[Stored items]
=== Begin Enclosure ===

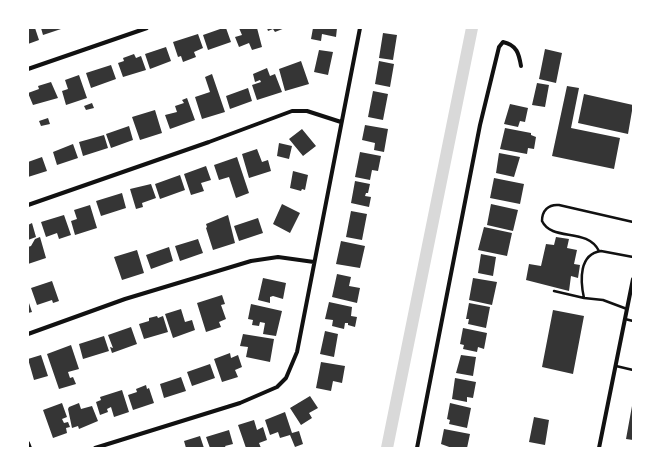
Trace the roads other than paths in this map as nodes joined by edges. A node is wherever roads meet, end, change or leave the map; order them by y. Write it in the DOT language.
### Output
graph roads {
  1 [pos="147,28"];
  2 [pos="360,28"];
  3 [pos="521,66"];
  4 [pos="28,69"];
  5 [pos="341,122"];
  6 [pos="28,205"];
  7 [pos="633,222"];
  8 [pos="599,251"];
  9 [pos="633,257"];
  10 [pos="314,262"];
  11 [pos="633,279"];
  12 [pos="554,291"];
  13 [pos="584,298"];
  14 [pos="627,309"];
  15 [pos="625,319"];
  16 [pos="633,321"];
  17 [pos="28,334"];
  18 [pos="615,366"];
  19 [pos="633,370"];
  20 [pos="28,443"];
  21 [pos="30,448"];
  22 [pos="95,448"];
  23 [pos="417,448"];
  24 [pos="599,448"];
  1 -- 4 [label="street"];
  2 -- 5 [label="street"];
  3 -- 23 [label="street"];
  5 -- 6 [label="street"];
  5 -- 10 [label="street"];
  7 -- 8 [label="lane"];
  8 -- 9 [label="lane"];
  8 -- 13 [label="lane"];
  10 -- 17 [label="street"];
  10 -- 22 [label="street"];
  11 -- 14 [label="street"];
  12 -- 13 [label="lane"];
  13 -- 14 [label="lane"];
  14 -- 15 [label="street"];
  15 -- 16 [label="lane"];
  15 -- 18 [label="street"];
  18 -- 19 [label="lane"];
  18 -- 24 [label="street"];
  20 -- 21 [label="street"];
}
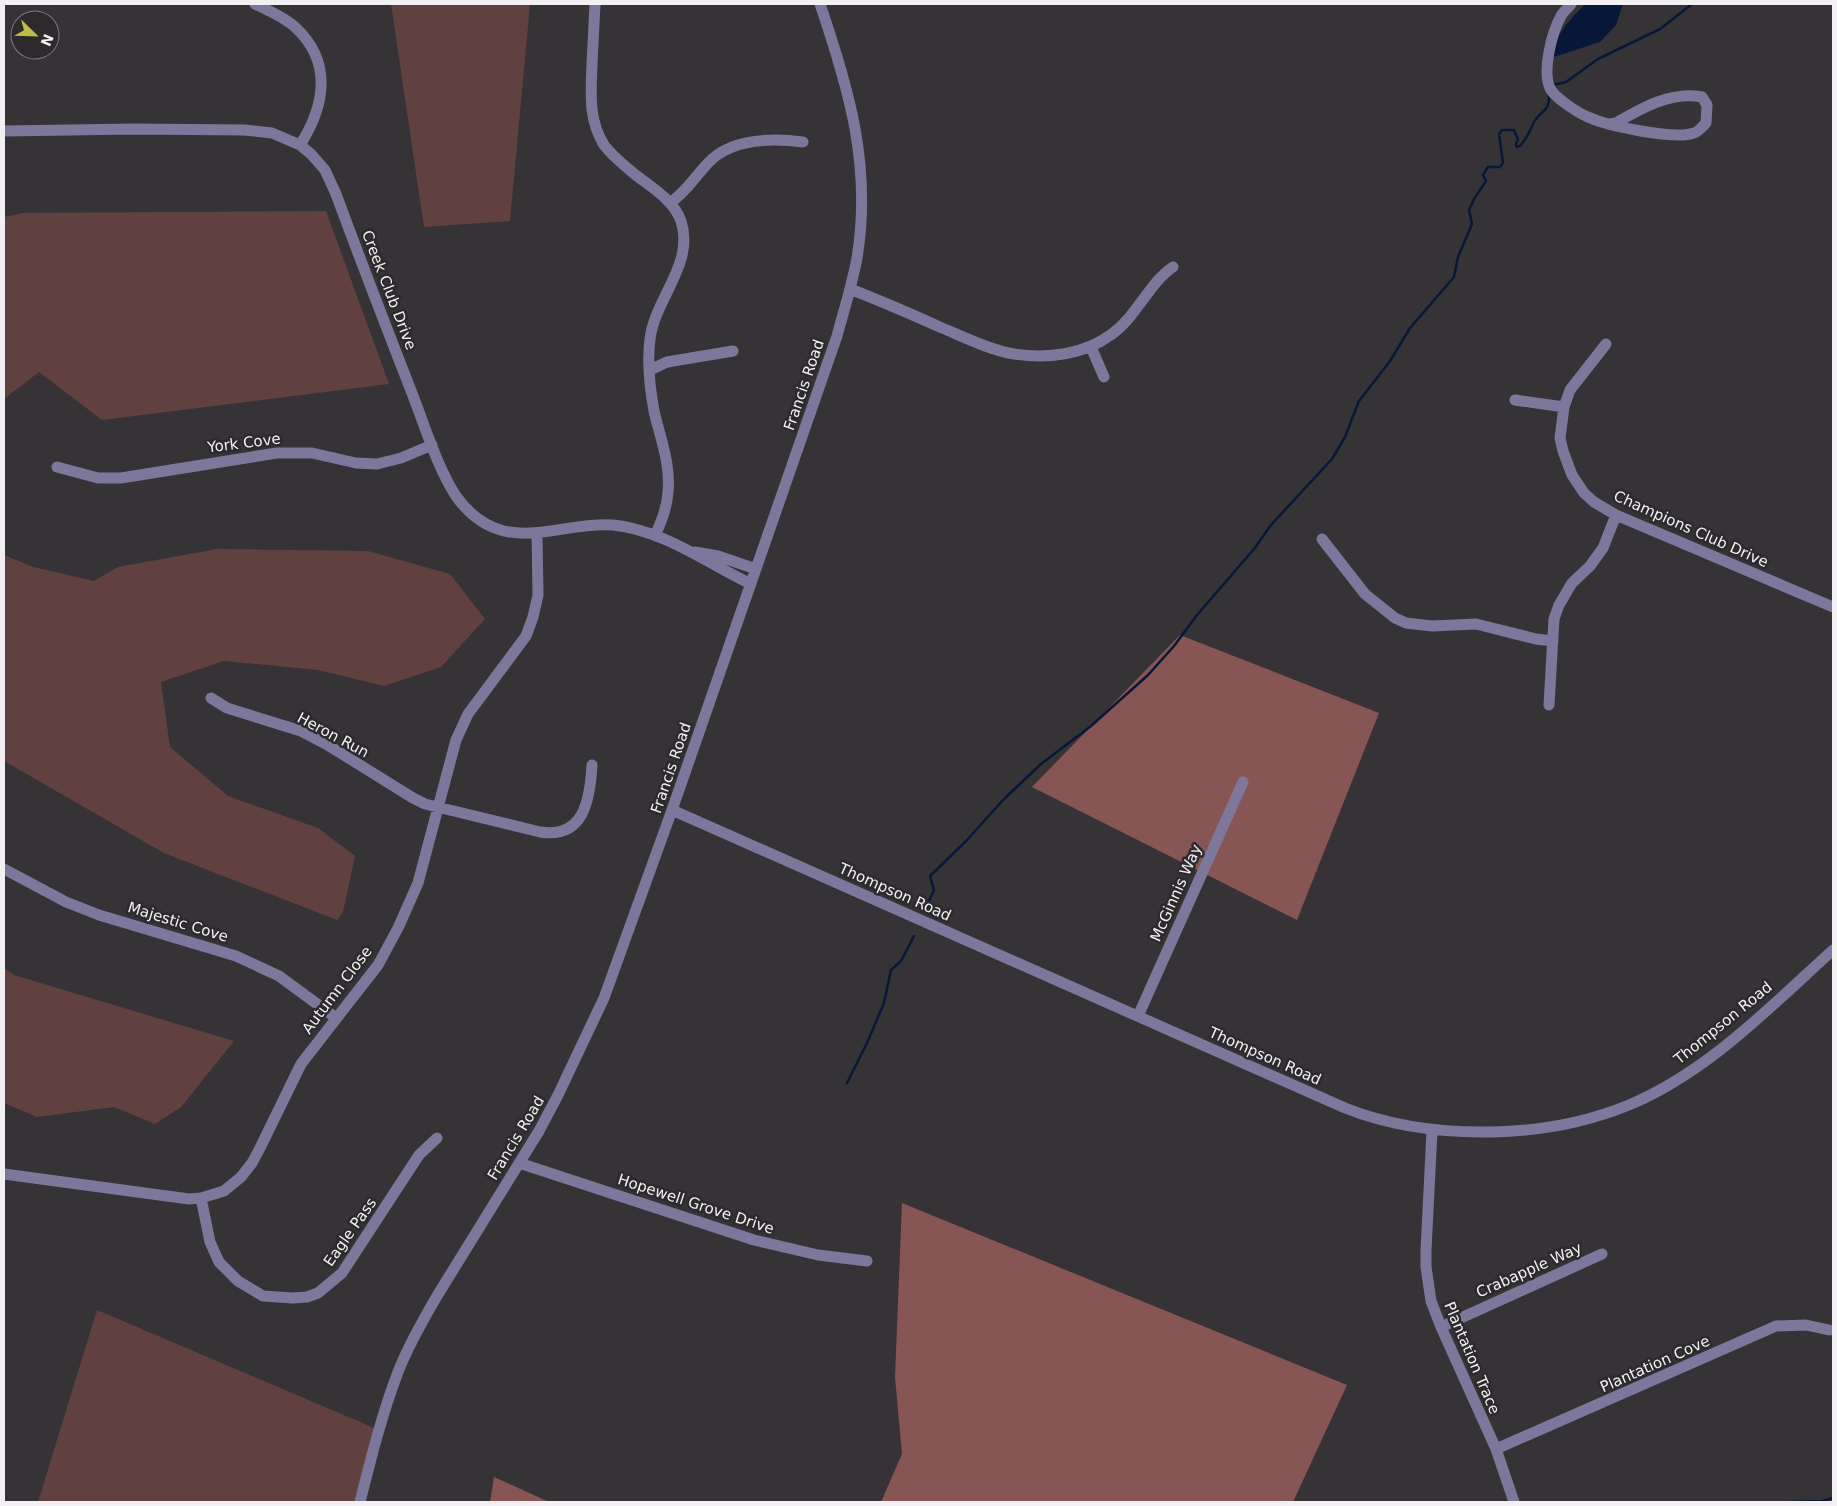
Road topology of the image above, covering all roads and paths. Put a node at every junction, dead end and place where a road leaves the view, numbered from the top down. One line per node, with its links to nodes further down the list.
1 (255, 4): 8 (street)
2 (595, 4): 9 (street)
3 (820, 4): 11 (street, Francis Road)
4 (1571, 4): 5 (street)
5 (1610, 124): 5 (street)
6 (4, 131): 8 (street, Creek Club Drive)
7 (803, 142): 9 (street)
8 (300, 145): 19 (street, Creek Club Drive)
9 (670, 203): 15 (street)
10 (1174, 267): 13 (street)
11 (850, 289): 13 (street); 26 (street, Francis Road)
12 (1606, 344): 18 (street, Champions Club Drive)
13 (1091, 347): 16 (street)
14 (732, 351): 15 (street)
15 (650, 370): 23 (street)
16 (1104, 377)
17 (1515, 400): 18 (street)
18 (1564, 407): 21 (street, Champions Club Drive)
19 (432, 445): 20 (street, York Cove); 22 (street, Creek Club Drive)
20 (57, 467)
21 (1616, 515): 28 (street, Champions Club Drive); 29 (street)
22 (537, 534): 23 (street, Creek Club Drive); 34 (street, Autumn Close)
23 (655, 536): 25 (street, Creek Club Drive)
24 (1322, 539): 29 (street)
25 (691, 552): 26 (street, Creek Club Drive); 27 (street, Creek Club Drive)
26 (756, 569): 27 (street, Francis Road)
27 (751, 584): 35 (street, Francis Road)
28 (1833, 607)
29 (1553, 641): 31 (street)
30 (211, 698): 34 (street, Heron Run)
31 (1549, 706)
32 (592, 765): 34 (street, Heron Run)
33 (1243, 782): 38 (street, McGinnis Way)
34 (438, 806): 39 (street, Autumn Close)
35 (672, 810): 38 (street, Thompson Road); 42 (street, Francis Road)
36 (4, 869): 39 (street, Majestic Cove)
37 (1833, 950): 40 (street, Thompson Road)
38 (1138, 1016): 40 (street, Thompson Road)
39 (336, 1018): 44 (street, Autumn Close)
40 (1432, 1131): 47 (street, Plantation Trace)
41 (437, 1138): 44 (street, Eagle Pass)
42 (519, 1162): 46 (street, Hopewell Grove Drive); 50 (street, Francis Road)
43 (4, 1174): 44 (street, Autumn Close)
44 (201, 1198)
45 (1602, 1254): 47 (street, Crabapple Way)
46 (867, 1261)
47 (1441, 1326): 49 (street, Plantation Trace)
48 (1829, 1330): 49 (street, Plantation Cove)
49 (1496, 1449): 51 (street, Plantation Trace)
50 (360, 1502)
51 (1514, 1502)

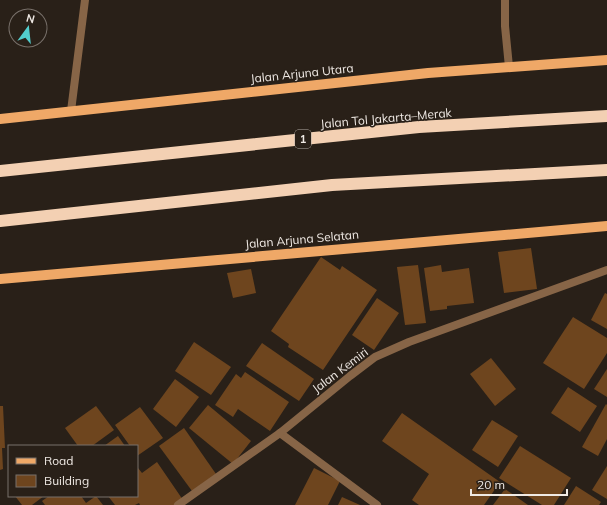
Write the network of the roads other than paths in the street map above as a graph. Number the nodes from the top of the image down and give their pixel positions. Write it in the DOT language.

=== End Enclosure ===

> _Task goal_: Match on "other": copy every line in the records that has it.

> _Reply to the task_:
Trace the roads other than paths in this map as nodes joined by edges. A node is wherever roads meet, end, change or leave the map; order them by y. Write it in the DOT language.
Write the network of the roads other than paths in the street map above as a graph. Number the nodes from the top of the image down and give their pixel positions. Write it in the DOT language.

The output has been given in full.